Task -
In the entries that follow, how many lines contain "Uniao"? Answer with the number only.

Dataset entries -
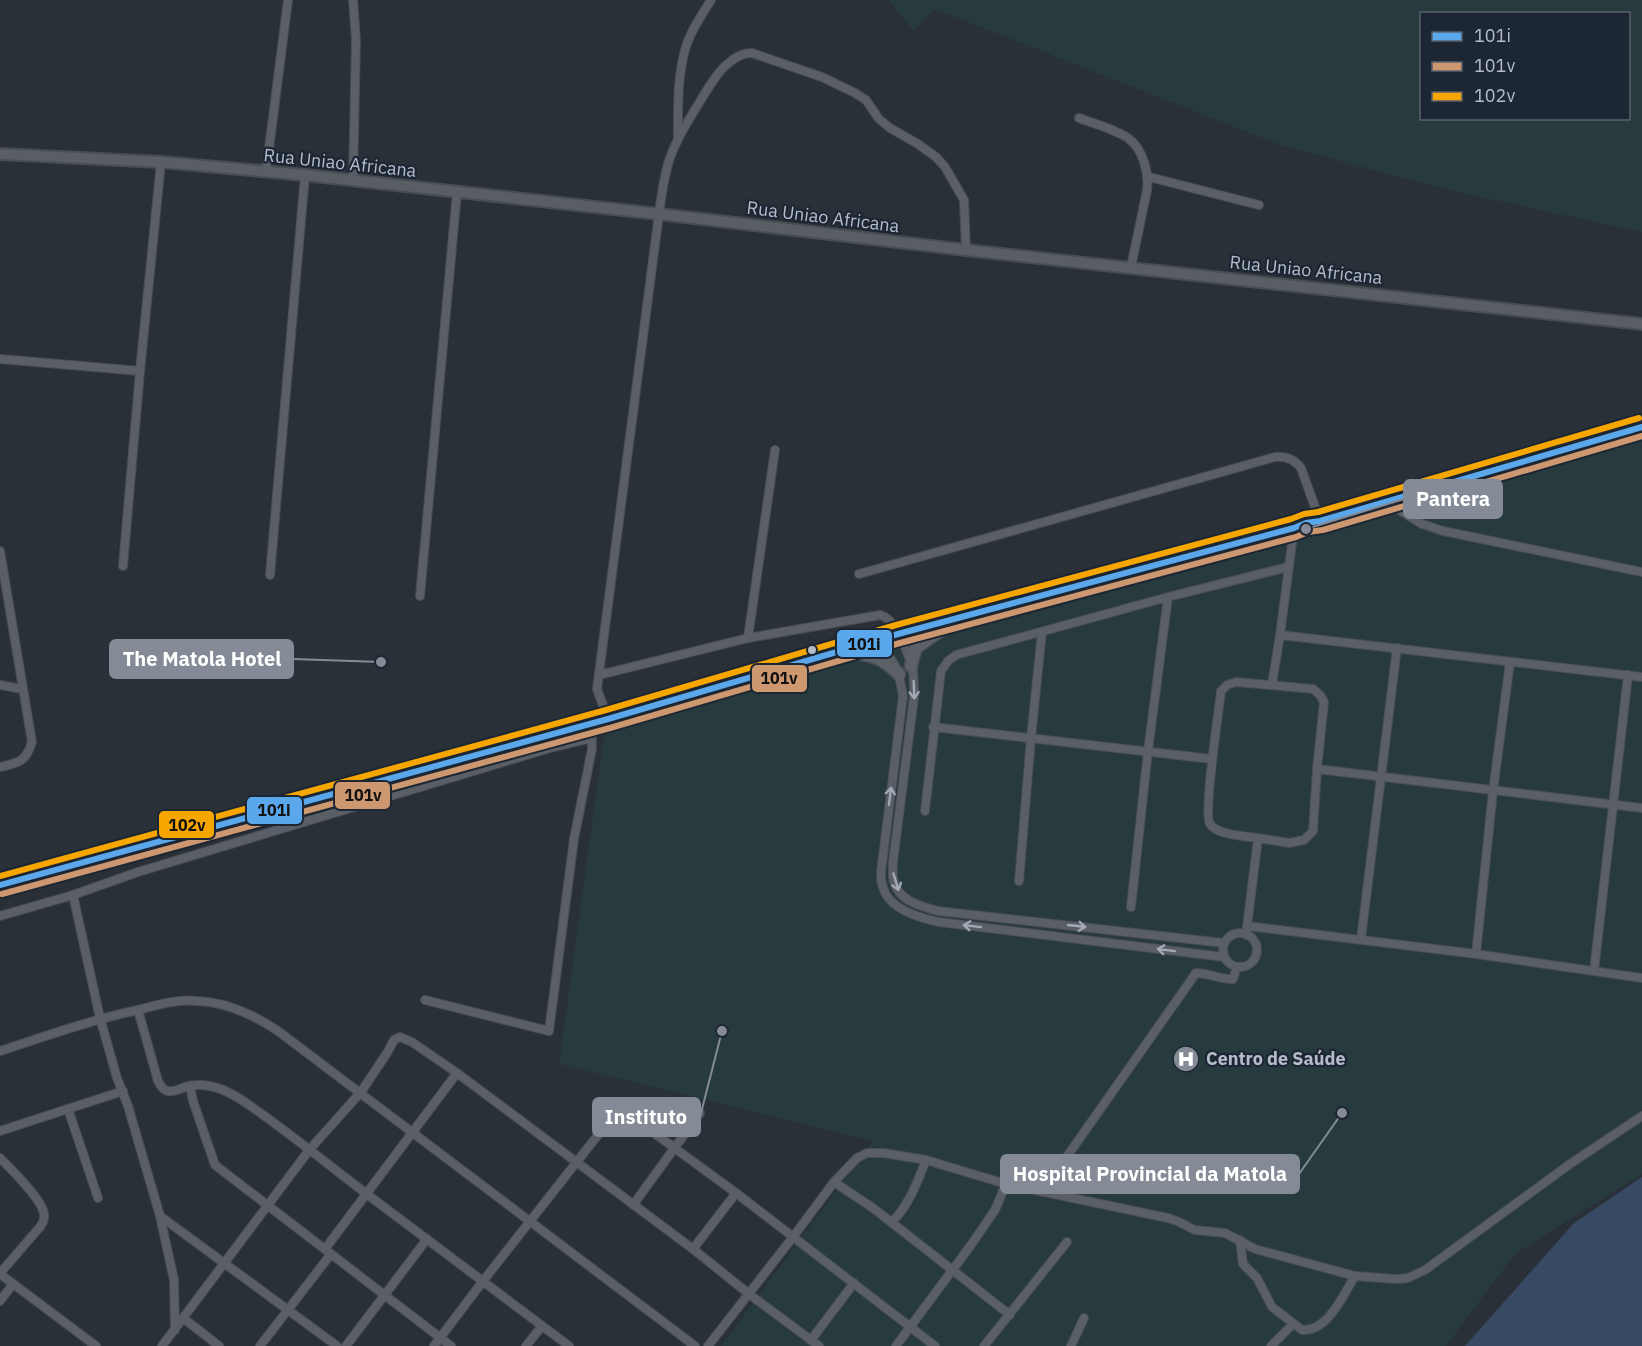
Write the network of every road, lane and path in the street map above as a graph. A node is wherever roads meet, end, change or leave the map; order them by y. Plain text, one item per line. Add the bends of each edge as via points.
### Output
1 (288, 0) edge
2 (353, 0) edge
3 (711, 0) edge
4 (1079, 118) dead end
5 (678, 140) junction
6 (0, 154) edge
7 (161, 162) junction
8 (266, 172) junction
9 (304, 175) junction
10 (1149, 177) junction
11 (352, 180) junction
12 (457, 192) junction
13 (1259, 205) dead end
14 (659, 214) junction
15 (966, 250) junction
16 (1131, 267) junction
17 (1642, 324) edge
18 (0, 359) edge
19 (140, 371) junction
20 (1642, 427) edge
21 (775, 450) dead end
22 (1386, 501) junction
23 (1320, 520) junction
24 (1293, 528) junction
25 (0, 551) edge
26 (123, 566) dead end
27 (1288, 567) junction
28 (1642, 572) edge
29 (859, 574) dead end
30 (270, 575) dead end
31 (420, 596) dead end
32 (1168, 597) junction
33 (959, 618) junction
34 (1042, 632) junction
35 (898, 634) junction
36 (1280, 635) junction
37 (748, 638) junction
38 (876, 641) junction
39 (1397, 648) junction
40 (836, 652) junction
41 (1510, 662) junction
42 (911, 666) junction
43 (899, 674) junction
44 (598, 675) junction
45 (1628, 675) junction
46 (1642, 677) edge
47 (1272, 684) junction
48 (0, 685) edge
49 (22, 689) junction
50 (608, 719) junction
51 (591, 723) junction
52 (933, 727) junction
53 (592, 738) junction
54 (1030, 738) junction
55 (1148, 752) junction
56 (1212, 759) junction
57 (0, 767) edge
58 (1317, 769) junction
59 (1382, 777) junction
60 (1494, 791) junction
61 (1613, 805) junction
62 (1642, 808) edge
63 (925, 811) dead end
64 (1258, 838) junction
65 (1019, 881) dead end
66 (0, 885) edge
67 (73, 895) junction
68 (1131, 907) dead end
69 (0, 916) edge
70 (1247, 931) junction
71 (1361, 939) junction
72 (1224, 943) junction
73 (1476, 954) junction
74 (1224, 957) junction
75 (1237, 967) junction
76 (1594, 971) junction
77 (1642, 978) edge
78 (425, 1000) dead end
79 (138, 1010) junction
80 (100, 1018) junction
81 (0, 1051) edge
82 (457, 1073) junction
83 (190, 1086) junction
84 (123, 1091) junction
85 (361, 1092) junction
86 (68, 1109) junction
87 (700, 1113) dead end
88 (1642, 1116) edge
89 (0, 1131) edge
90 (413, 1133) junction
91 (674, 1148) junction
92 (310, 1149) junction
93 (0, 1158) edge
94 (926, 1160) junction
95 (576, 1163) junction
96 (834, 1182) junction
97 (1006, 1184) junction
98 (1042, 1192) junction
99 (736, 1193) junction
100 (367, 1194) junction
101 (98, 1198) dead end
102 (633, 1205) junction
103 (267, 1206) junction
104 (160, 1216) junction
105 (531, 1221) junction
106 (892, 1222) junction
107 (793, 1237) junction
108 (427, 1239) junction
109 (1240, 1240) junction
110 (1067, 1242) dead end
111 (693, 1249) junction
112 (328, 1251) junction
113 (226, 1263) junction
114 (952, 1271) junction
115 (0, 1274) edge
116 (1355, 1276) junction
117 (483, 1281) junction
118 (854, 1283) junction
119 (13, 1284) junction
120 (748, 1294) junction
121 (384, 1295) junction
122 (0, 1301) edge
123 (288, 1310) junction
124 (1010, 1315) junction
125 (183, 1318) junction
126 (1084, 1318) dead end
127 (1293, 1324) junction
128 (542, 1326) junction
129 (911, 1327) junction
130 (175, 1330) junction
131 (440, 1337) junction
132 (811, 1340) junction
133 (96, 1346) edge
134 (162, 1346) edge
135 (219, 1346) edge
136 (260, 1346) edge
137 (337, 1346) edge
138 (346, 1346) edge
139 (434, 1346) edge
140 (450, 1346) edge
141 (526, 1346) edge
142 (569, 1346) edge
143 (694, 1346) edge
144 (708, 1346) edge
145 (819, 1346) edge
146 (896, 1346) edge
147 (935, 1346) edge
148 (984, 1346) edge
149 (1071, 1346) edge
150 (1271, 1346) edge

1 - 8 street
2 - 11 street via 356,40
3 - 5 street via 685,50 678,94
4 - 10 street via 1128,139
5 - 14 street via 667,167
5 - 15 street via 715,78 744,53 822,77 866,100 879,119 927,150 945,167 964,200
6 - 7 main road, Rua Uniao Africana
7 - 8 main road, Rua Uniao Africana
7 - 19 street
8 - 9 main road, Rua Uniao Africana
9 - 11 main road, Rua Uniao Africana
9 - 30 street
10 - 13 street
10 - 16 street
11 - 12 main road, Rua Uniao Africana
12 - 14 main road, Rua Uniao Africana
12 - 31 street
14 - 15 main road, Rua Uniao Africana
14 - 44 street
15 - 16 main road, Rua Uniao Africana
16 - 17 main road, Rua Uniao Africana
18 - 19 street
19 - 26 street
20 - 22 main road
21 - 37 street
22 - 23 main road
22 - 28 street via 1422,524 1443,531
23 - 24 main road
23 - 29 street via 1301,468 1282,456
24 - 27 street
24 - 33 main road
25 - 49 street
27 - 32 street
27 - 36 street
32 - 34 street
32 - 55 street
33 - 35 main road
33 - 42 main road via 922,642 914,652
34 - 52 street via 956,655 941,671
34 - 54 street
35 - 37 street via 886,616 880,615
35 - 38 main road
35 - 42 street
36 - 39 street
36 - 47 street
37 - 44 street
38 - 40 main road
38 - 43 street
39 - 41 street
39 - 59 street
40 - 43 main road via 878,657
40 - 50 main road
41 - 45 street
41 - 60 street
42 -> 72 street via 914,697 893,881 912,904 938,911
74 -> 43 street via 939,922 912,915 894,904 883,890 881,872 903,696
44 - 50 street via 597,689
45 - 46 street
45 - 61 street
47 - 56 street via 1236,682 1221,691
47 - 58 street via 1313,689 1324,702
48 - 49 street
49 - 57 street via 32,742 20,762
50 - 51 main road
51 - 53 street
51 - 66 main road
52 - 54 street
52 - 63 street
53 - 67 street via 138,872
53 - 78 street via 574,839 549,1031
54 - 55 street
54 - 65 street
55 - 56 street
55 - 68 street
56 - 64 street via 1209,823 1218,831
58 - 59 street
58 - 64 street via 1313,831 1304,840 1289,843
59 - 60 street
59 - 71 street
60 - 61 street
60 - 73 street
61 - 62 street
61 - 76 street
64 - 70 street
67 - 69 street
67 - 80 street
70 - 71 street
70 - 72 street
70 - 75 street via 1257,952 1248,965
71 - 73 street
72 - 74 street
73 - 76 street
74 - 75 street
75 - 98 street via 1229,980 1196,973
76 - 77 street
79 - 80 street
79 - 83 street via 162,1088 171,1092
79 - 85 street via 176,1001 198,1001 241,1011 262,1020
80 - 81 street
80 - 84 street
82 - 85 street via 412,1042 397,1037
82 - 90 street
82 - 95 street
83 - 92 street via 202,1084 222,1089
83 - 103 street via 215,1165
84 - 86 street
84 - 104 street
85 - 90 street
85 - 92 street
86 - 89 street
86 - 101 street
87 - 91 street
88 - 116 street via 1569,1164 1425,1270 1408,1278
90 - 100 street
90 - 105 street
91 - 95 street via 619,1110
91 - 99 street
91 - 102 street
92 - 100 street
92 - 103 street
93 - 115 street via 21,1179 44,1212 40,1227
94 - 96 street via 867,1153 856,1158
94 - 97 street
94 - 106 street via 911,1197
95 - 102 street
95 - 105 street
96 - 106 street
96 - 107 street
97 - 98 street
97 - 114 street via 995,1210
98 - 109 street via 1168,1218 1195,1230 1220,1232
99 - 107 street
99 - 111 street
100 - 108 street
100 - 112 street
102 - 111 street
103 - 112 street
103 - 113 street
104 - 113 street
104 - 130 street via 174,1280
105 - 117 street
105 - 143 street
106 - 114 street
107 - 118 street
107 - 120 street
108 - 117 street
108 - 121 street
109 - 116 street via 1255,1249
109 - 127 street via 1244,1264 1257,1278 1272,1307
110 - 124 street
111 - 120 street
112 - 121 street
112 - 123 street
113 - 123 street
113 - 125 street
114 - 124 street
114 - 129 street
115 - 119 street
116 - 127 street via 1321,1324 1306,1331
117 - 128 street
117 - 131 street
118 - 129 street
118 - 132 street
119 - 122 street
119 - 133 street
120 - 132 street
120 - 144 street
121 - 131 street
121 - 138 street
123 - 136 street
123 - 137 street
124 - 148 street
125 - 130 street
125 - 135 street
126 - 149 street
127 - 150 street
128 - 141 street
128 - 142 street
129 - 146 street
129 - 147 street
130 - 134 street
131 - 139 street
131 - 140 street
132 - 145 street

Solved problem -
9